At the end it becomes coldly clear that
she punished him precisely for not making
sexual overtures to her: but in the
implacable unravelling of their joint
tragedy there is a long moment when
his innocence has the complexion of
crime.
That
is the moment in the play when the opportunity
arises to see Carol, accurately and
chillingly played by Julia Stiles, as
in the right. After all, patriarchy
is itself a clear form of harassment;
the use of educational authority to
impose views and orientations on unformed
and confused minds might indeed be a
usurpation; the comfortable lives of
college professors with their wives
and expensively educated children living
in private houses can indeed seem evidence
of how they profit from the exploitative
and unequal relationship embodied in
institutions and practices of education
. Ironically, John (an excellent Aaron
Eckhart, exploring the range of John's
dilemmas as teacher, victim, innocent
oppressor, and finally angry avenger
with great conviction and strength),
takes just this radically critical view
of education himself: but Carol (๋and
her group': she is not alone in destroying
John's career) use this very fact against
him, saying that because they had struggled
to get to college they did not want
to be told by their professors that
education exploits them they wanted
the privilege of saying this themselves.
But in
the end the truth at the bottom of the
tale is that a toxic and vindictive
version of feminism destroys a man's
career because he is a man, and because
he cared too much about the duties of
a teacher.
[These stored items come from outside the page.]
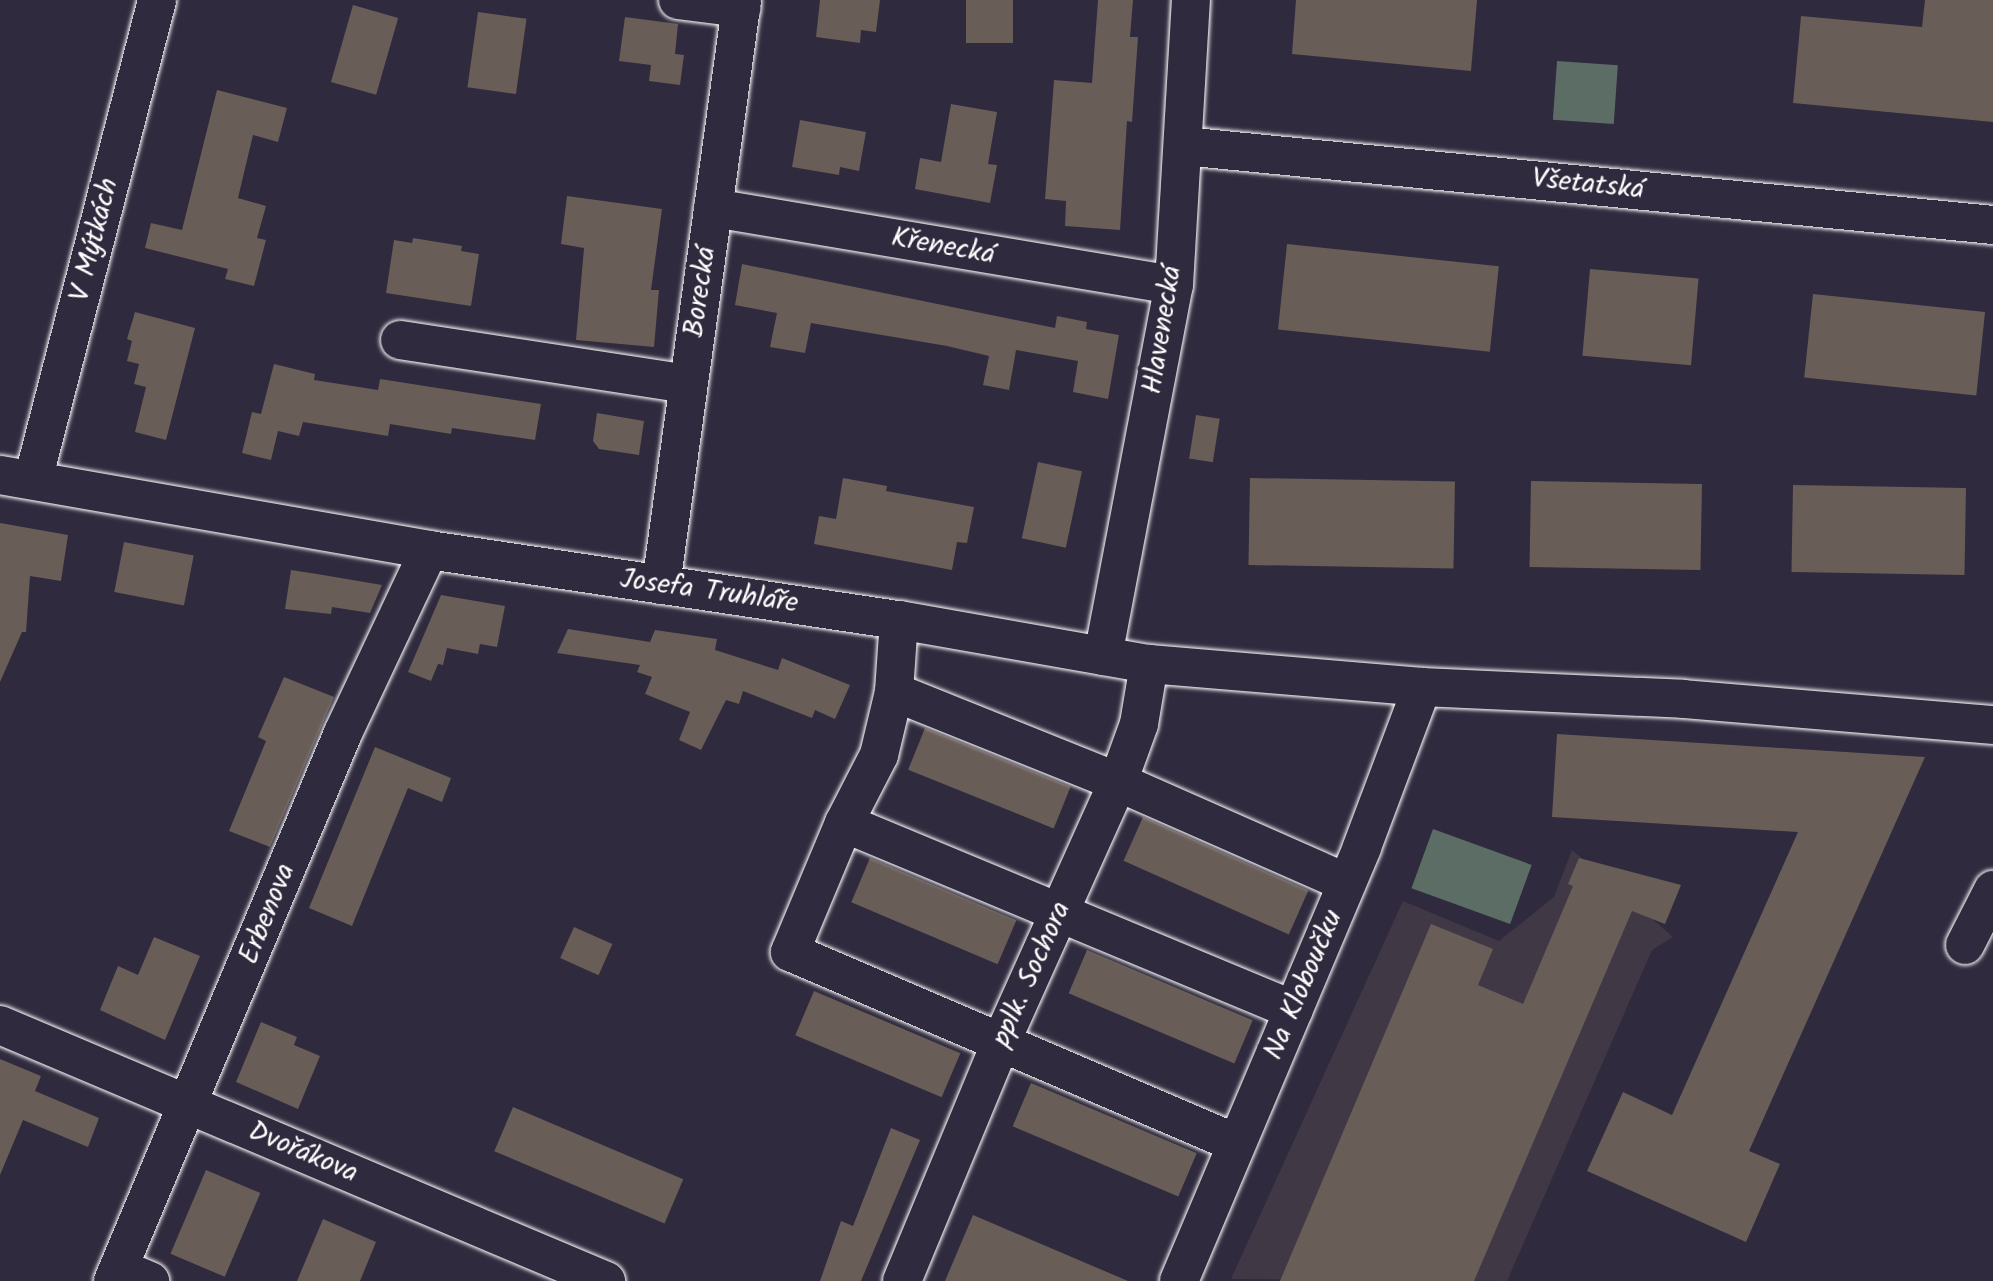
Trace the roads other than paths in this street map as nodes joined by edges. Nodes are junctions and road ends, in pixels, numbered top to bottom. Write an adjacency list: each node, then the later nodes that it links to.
1 (157, 0): 11 (street, V Mýtkách)
2 (678, 0): 4 (street)
3 (1191, 0): 5 (street, Hlavenecká)
4 (742, 4): 6 (street, Borecká)
5 (1183, 146): 7 (street, Všetatská); 8 (street, Hlavenecká)
6 (713, 208): 8 (street, Křenecká); 10 (street, Borecká)
7 (1993, 225)
8 (1174, 285): 15 (street, Hlavenecká)
9 (400, 340): 10 (street)
10 (688, 384): 13 (street, Borecká)
11 (16, 478): 12 (street, Josefa Truhláře)
12 (429, 550): 13 (street, Josefa Truhláře); 29 (street, Erbenova)
13 (661, 585): 14 (street, Josefa Truhláře)
14 (899, 620): 15 (street, Josefa Truhláře); 18 (street)
15 (1103, 656): 16 (street, Josefa Truhláře)
16 (1149, 664): 17 (street, Josefa Truhláře); 20 (street, pplk. Sochora)
17 (1422, 687): 19 (street, Josefa Truhláře); 22 (street, Na Kloboučku)
18 (894, 692): 20 (street); 21 (street)
19 (1993, 725)
20 (1118, 782): 22 (street); 24 (street, pplk. Sochora)
21 (844, 823): 24 (street); 28 (street)
22 (1347, 883): 26 (street, Na Kloboučku)
23 (1993, 890): 25 (street)
24 (1061, 913): 26 (street); 28 (street, pplk. Sochora)
25 (1965, 945)
26 (1294, 1010): 30 (street, Na Kloboučku)
27 (0, 1025): 29 (street, Dvořákova)
28 (1001, 1042): 30 (street); 33 (street, pplk. Sochora)
29 (189, 1105): 31 (street, Erbenova); 32 (street, Dvořákova)
30 (1237, 1144): 34 (street, Na Kloboučku)
31 (128, 1277)
32 (606, 1281)
33 (902, 1281)
34 (1179, 1281)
With the demolition of his
job, hopes, and perhaps marriage, goes
the demolition of his self-possession:
goaded too far, he hits her and knocks
her down: that, the closing moment of
the play, is when the wretched truth
of why she wants to crucify him becomes
apparent.
Julia
Stiles and Aaron Eckhart both have burgeoning
careers in American film. They are fine
actors; they inhabit their roles with
deep intelligence and richness, and
they are accomplished exponents of the
craft of the stage. They bring a new
audience into the West End theatre,
which is extremely welcome: an audience
of fans of their screen work. The evolving
tradition of American actors having
a spell in the West End is an excellent
thing, and this is a paradigm of it.